(Entries provided begins)

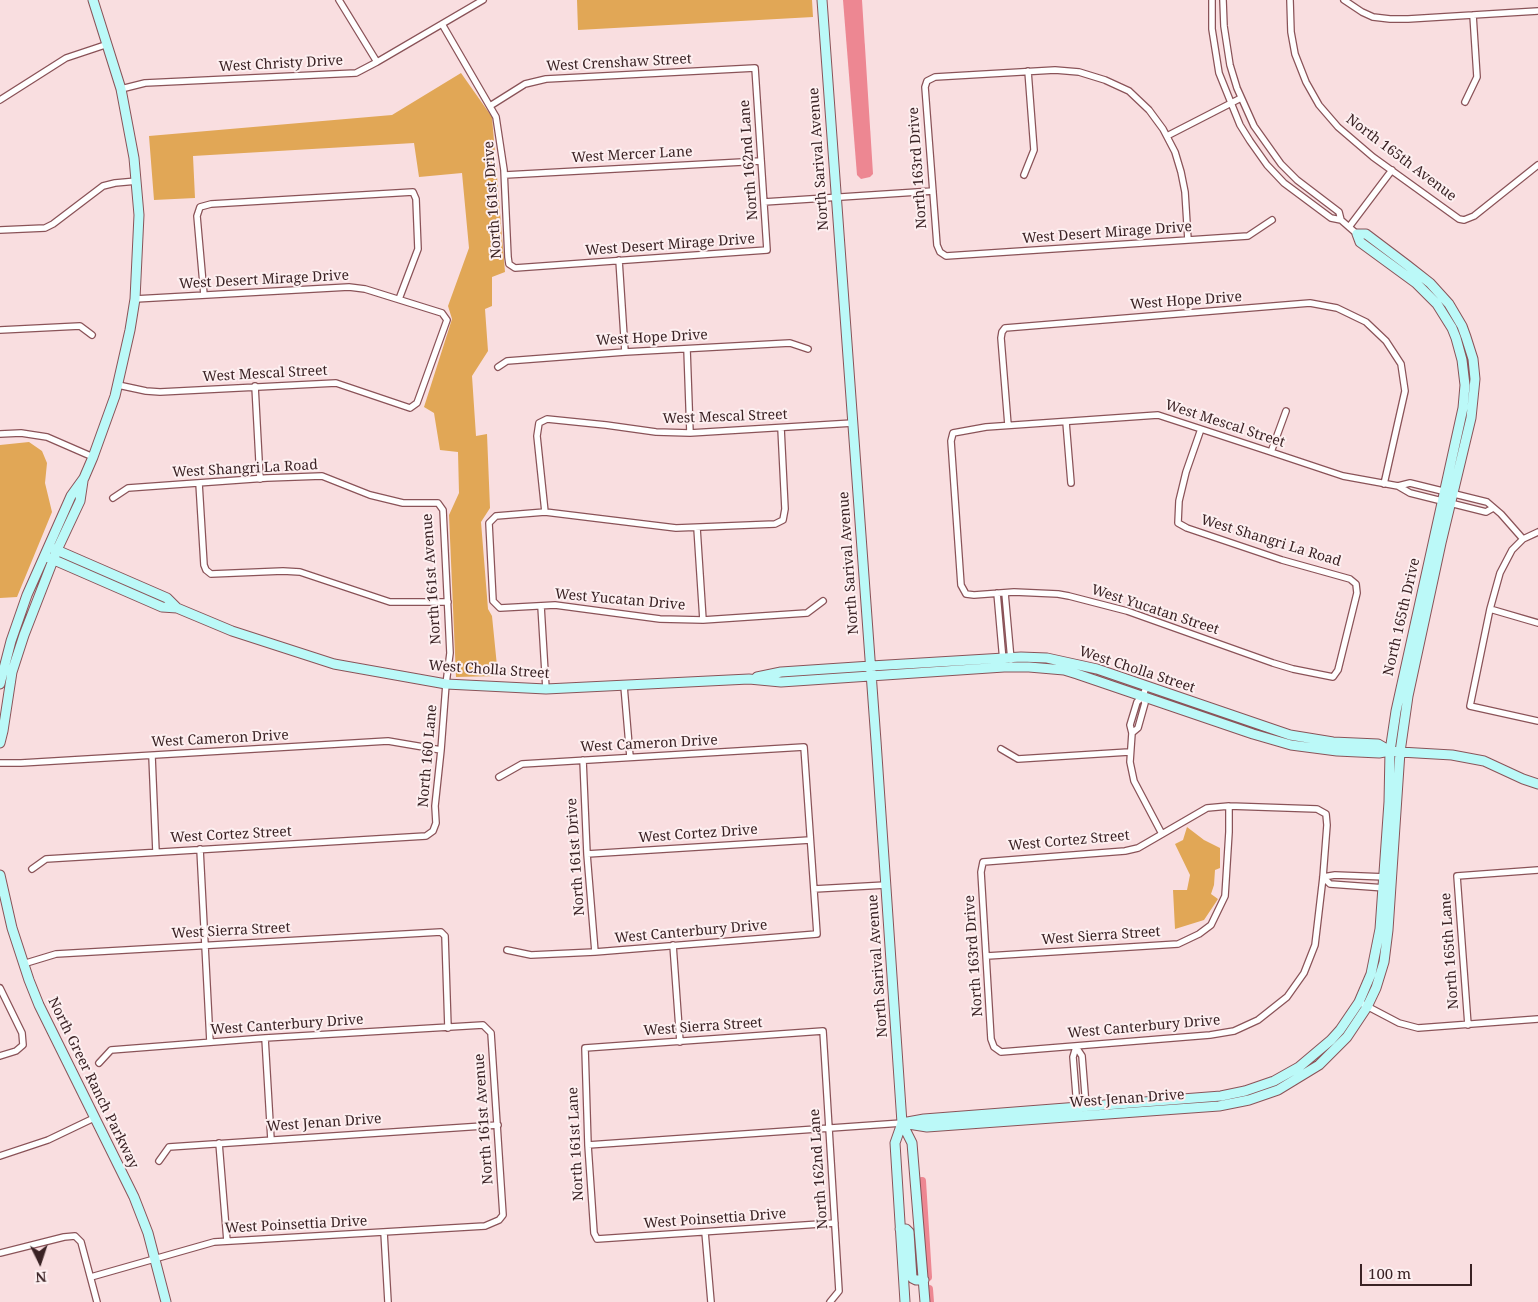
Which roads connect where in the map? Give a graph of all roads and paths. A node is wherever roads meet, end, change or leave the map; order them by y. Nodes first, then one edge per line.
1 (93, 0) edge
2 (339, 0) edge
3 (483, 0) edge
4 (822, 0) edge
5 (1212, 0) edge
6 (1223, 0) edge
7 (1290, 0) edge
8 (1344, 0) edge
9 (1538, 11) edge
10 (1473, 15) junction
11 (442, 24) junction
12 (108, 44) junction
13 (377, 62) junction
14 (755, 68) joint
15 (1028, 71) junction
16 (121, 88) junction
17 (1241, 98) junction
18 (0, 100) edge
19 (1466, 102) dead end
20 (1231, 103) junction
21 (490, 106) junction
22 (1167, 136) junction
23 (761, 161) junction
24 (1538, 165) edge
25 (1392, 170) junction
26 (505, 175) junction
27 (1024, 175) dead end
28 (137, 181) junction
29 (933, 191) junction
30 (835, 198) junction
31 (764, 202) junction
32 (1272, 220) dead end
33 (1341, 220) junction
34 (1349, 227) junction
35 (0, 230) edge
36 (1357, 234) joint
37 (1188, 240) junction
38 (767, 250) joint
39 (940, 252) joint
40 (619, 260) junction
41 (515, 268) joint
42 (204, 295) junction
43 (135, 299) junction
44 (399, 299) junction
45 (0, 330) edge
46 (92, 335) dead end
47 (687, 348) junction
48 (808, 349) dead end
49 (625, 352) junction
50 (498, 368) dead end
51 (118, 385) junction
52 (256, 386) junction
53 (410, 408) joint
54 (1286, 412) dead end
55 (1066, 422) junction
56 (853, 424) junction
57 (1008, 425) junction
58 (781, 428) junction
59 (1201, 429) junction
60 (690, 433) junction
61 (0, 434) edge
62 (1271, 452) junction
63 (93, 457) junction
64 (260, 478) junction
65 (199, 483) junction
66 (1071, 483) dead end
67 (1384, 484) junction
68 (1398, 486) junction
69 (1449, 492) junction
70 (113, 498) dead end
71 (1446, 501) junction
72 (438, 503) joint
73 (1494, 508) junction
74 (545, 512) junction
75 (697, 528) junction
76 (1538, 532) edge
77 (1523, 539) junction
78 (53, 548) junction
79 (49, 558) junction
80 (997, 593) junction
81 (1006, 593) junction
82 (966, 594) joint
83 (824, 600) dead end
84 (448, 602) junction
85 (541, 606) junction
86 (177, 608) junction
87 (1490, 609) junction
88 (703, 620) junction
89 (1538, 623) edge
90 (1007, 662) junction
91 (870, 666) junction
92 (871, 677) junction
93 (1333, 677) joint
94 (749, 679) junction
95 (0, 684) edge
96 (446, 684) junction
97 (624, 686) junction
98 (546, 689) junction
99 (1145, 691) junction
100 (1538, 721) edge
101 (0, 743) edge
102 (1001, 749) dead end
103 (442, 750) junction
104 (1390, 751) junction
105 (1129, 752) junction
106 (1400, 752) junction
107 (152, 756) junction
108 (630, 757) junction
109 (583, 760) junction
110 (0, 763) edge
111 (499, 777) dead end
112 (1538, 784) edge
113 (1229, 806) junction
114 (433, 831) joint
115 (1162, 834) junction
116 (810, 840) junction
117 (200, 849) junction
118 (156, 852) junction
119 (587, 854) junction
120 (984, 862) joint
121 (32, 869) dead end
122 (1538, 870) edge
123 (0, 876) edge
124 (1323, 877) junction
125 (1388, 878) junction
126 (886, 885) junction
127 (1387, 888) junction
128 (814, 889) junction
129 (205, 944) junction
130 (673, 945) junction
131 (508, 950) dead end
132 (595, 952) junction
133 (987, 956) junction
134 (23, 964) junction
135 (0, 988) edge
136 (1363, 1005) junction
137 (1538, 1019) edge
138 (1468, 1025) junction
139 (483, 1026) joint
140 (448, 1028) junction
141 (824, 1031) joint
142 (264, 1038) junction
143 (1331, 1040) joint
144 (210, 1042) junction
145 (680, 1042) junction
146 (994, 1047) joint
147 (1076, 1047) junction
148 (1338, 1047) joint
149 (585, 1048) joint
150 (0, 1056) edge
151 (99, 1063) dead end
152 (1082, 1106) junction
153 (1082, 1115) junction
154 (94, 1118) junction
155 (902, 1123) junction
156 (498, 1125) junction
157 (829, 1129) junction
158 (271, 1140) junction
159 (219, 1143) junction
160 (588, 1145) junction
161 (0, 1156) edge
162 (159, 1161) dead end
163 (503, 1215) joint
164 (835, 1223) junction
165 (900, 1229) junction
166 (384, 1232) junction
167 (705, 1232) junction
168 (597, 1239) joint
169 (227, 1241) junction
170 (0, 1253) edge
171 (155, 1258) junction
172 (91, 1277) junction
173 (924, 1280) junction
174 (97, 1302) edge
175 (166, 1302) edge
176 (388, 1302) edge
177 (711, 1302) edge
178 (830, 1302) edge
179 (905, 1302) edge
180 (925, 1302) edge

1 - 12 street
2 - 13 street
3 - 11 street, West Christy Drive
4 - 30 street, North Sarival Avenue
5 - 20 street
6 - 17 street
7 - 25 street, North 165th Avenue
8 - 10 street
9 - 10 street
10 - 19 street
11 - 13 street, West Christy Drive
11 - 21 street, North 161st Drive
12 - 16 street
12 - 18 street
13 - 16 street, West Christy Drive
14 - 21 street, West Crenshaw Street
14 - 23 street, North 162nd Lane
15 - 22 street
15 - 27 street
15 - 29 street, North 163rd Drive
16 - 28 street
17 - 20 street
17 - 33 street
20 - 22 street
20 - 33 street
21 - 26 street, North 161st Drive
22 - 37 street
23 - 26 street, West Mercer Lane
23 - 31 street, North 162nd Lane
24 - 25 street, North 165th Avenue
25 - 34 street
26 - 41 street, North 161st Drive
28 - 35 street
28 - 43 street
29 - 30 street
29 - 39 street, North 163rd Drive
30 - 31 street
30 - 56 street, North Sarival Avenue
31 - 38 street, North 162nd Lane
32 - 37 street, West Desert Mirage Drive
33 - 34 street, North 165th Drive
34 - 36 street, North 165th Drive
36 - 69 street, North 165th Drive
37 - 39 street, West Desert Mirage Drive
38 - 40 street, West Desert Mirage Drive
40 - 41 street, West Desert Mirage Drive
40 - 49 street
42 - 43 street, West Desert Mirage Drive
42 - 44 street, West Desert Mirage Drive
42 - 44 street
43 - 51 street
44 - 53 street, West Desert Mirage Drive
45 - 46 street
47 - 48 street, West Hope Drive
47 - 49 street, West Hope Drive
47 - 60 street
49 - 50 street, West Hope Drive
51 - 52 street, West Mescal Street
51 - 63 street
52 - 53 street, West Mescal Street
52 - 64 street
54 - 62 street
55 - 57 street, West Mescal Street
55 - 59 street, West Mescal Street
55 - 66 street
56 - 58 street, West Mescal Street
56 - 91 street, North Sarival Avenue
57 - 67 street, West Hope Drive
57 - 82 street, West Mescal Street
58 - 60 street, West Mescal Street
58 - 75 street
59 - 62 street, West Mescal Street
59 - 93 street, West Shangri La Road
60 - 74 street, West Mescal Street
61 - 63 street
62 - 67 street, West Mescal Street
63 - 78 street
64 - 65 street, West Shangri La Road
64 - 72 street, West Shangri La Road
65 - 70 street, West Shangri La Road
65 - 84 street
67 - 68 street, West Mescal Street
68 - 69 street, West Mescal Street
68 - 71 street, West Mescal Street
69 - 71 street, North 165th Drive
69 - 73 street, West Mescal Street
71 - 73 street, West Mescal Street
71 - 104 street, North 165th Drive
71 - 106 street, North 165th Drive
72 - 84 street, North 161st Avenue
73 - 77 street, West Mescal Street
74 - 75 street
74 - 85 street, West Yucatan Drive
75 - 88 street
76 - 77 street
77 - 87 street
78 - 79 street
78 - 86 street, West Cholla Street
79 - 86 street, West Cholla Street
79 - 95 street
79 - 101 street
80 - 81 street, West Yucatan Street
80 - 82 street, West Yucatan Street
80 - 90 street
81 - 90 street
81 - 93 street, West Yucatan Street
83 - 88 street, West Yucatan Drive
84 - 96 street, North 161st Avenue
85 - 88 street, West Yucatan Drive
85 - 98 street
86 - 96 street, West Cholla Street
87 - 89 street
87 - 100 street
90 - 91 street, West Cholla Street
90 - 92 street, West Cholla Street
90 - 99 street, West Cholla Street
91 - 92 street, North Sarival Avenue
91 - 94 street, West Cholla Street
92 - 94 street, West Cholla Street
92 - 126 street, North Sarival Avenue
94 - 97 street, West Cholla Street
96 - 98 street, West Cholla Street
96 - 103 street, North 160 Lane
97 - 98 street, West Cholla Street
97 - 108 street
99 - 104 street, West Cholla Street
99 - 105 street
102 - 105 street
103 - 107 street, West Cameron Drive
103 - 114 street, North 160 Lane
104 - 106 street, West Cholla Street
104 - 125 street, North 165th Drive
105 - 115 street
106 - 112 street, West Cholla Street
106 - 125 street, North 165th Drive
107 - 110 street, West Cameron Drive
107 - 118 street
108 - 109 street, West Cameron Drive
108 - 116 street, West Cameron Drive
109 - 111 street, West Cameron Drive
109 - 119 street, North 161st Drive
113 - 115 street, West Cortez Street
113 - 124 street, West Cortez Street
113 - 133 street, West Sierra Street
114 - 117 street, West Cortez Street
115 - 120 street, West Cortez Street
116 - 119 street, West Cortez Drive
116 - 128 street
117 - 118 street, West Cortez Street
117 - 129 street
118 - 121 street, West Cortez Street
119 - 132 street, North 161st Drive
120 - 133 street, North 163rd Drive
122 - 138 street, North 165th Lane
123 - 134 street, North Greer Ranch Parkway
124 - 125 street
124 - 127 street
124 - 147 street, West Canterbury Drive
125 - 127 street, North 165th Drive
126 - 128 street
126 - 155 street, North Sarival Avenue
127 - 136 street, North 165th Drive
127 - 136 street, North 165th Drive
128 - 130 street, West Canterbury Drive
129 - 134 street, West Sierra Street
129 - 140 street, West Sierra Street
129 - 144 street
130 - 132 street, West Canterbury Drive
130 - 145 street
131 - 132 street, West Canterbury Drive
133 - 146 street, North 163rd Drive
134 - 154 street, North Greer Ranch Parkway
135 - 150 street
136 - 138 street
136 - 143 street, North 165th Drive
136 - 148 street, North 165th Drive
137 - 138 street
139 - 140 street, West Canterbury Drive
139 - 156 street, North 161st Avenue
140 - 142 street, West Canterbury Drive
141 - 145 street, West Sierra Street
141 - 157 street, North 162nd Lane
142 - 144 street, West Canterbury Drive
142 - 158 street
143 - 152 street, West Jenan Drive
144 - 151 street, West Canterbury Drive
145 - 149 street, West Sierra Street
146 - 147 street, West Canterbury Drive
147 - 152 street
147 - 152 street
148 - 153 street, West Jenan Drive
149 - 160 street, North 161st Lane
152 - 153 street
152 - 155 street, West Jenan Drive
153 - 155 street, West Jenan Drive
154 - 161 street
154 - 171 street, North Greer Ranch Parkway
155 - 157 street, West Jenan Drive
155 - 165 street, North Sarival Avenue
155 - 173 street, North Sarival Avenue
156 - 158 street, West Jenan Drive
156 - 163 street, North 161st Avenue
157 - 160 street, West Jenan Drive
157 - 164 street, North 162nd Lane
158 - 159 street, West Jenan Drive
159 - 162 street, West Jenan Drive
159 - 169 street
160 - 168 street, North 161st Lane
163 - 166 street, West Poinsettia Drive
164 - 167 street, West Poinsettia Drive
164 - 178 street, North 162nd Lane
165 - 173 street
165 - 179 street, North Sarival Avenue
166 - 169 street, West Poinsettia Drive
166 - 176 street
167 - 168 street, West Poinsettia Drive
167 - 177 street
169 - 171 street, West Poinsettia Drive
170 - 172 street
171 - 172 street, West Poinsettia Drive
171 - 175 street, North Greer Ranch Parkway
172 - 174 street
173 - 180 street, North Sarival Avenue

(Entries provided ends)

Required action. Within the entries above, how many lines hold the string "Sierra"? State the number with no other words.

Answer section. 5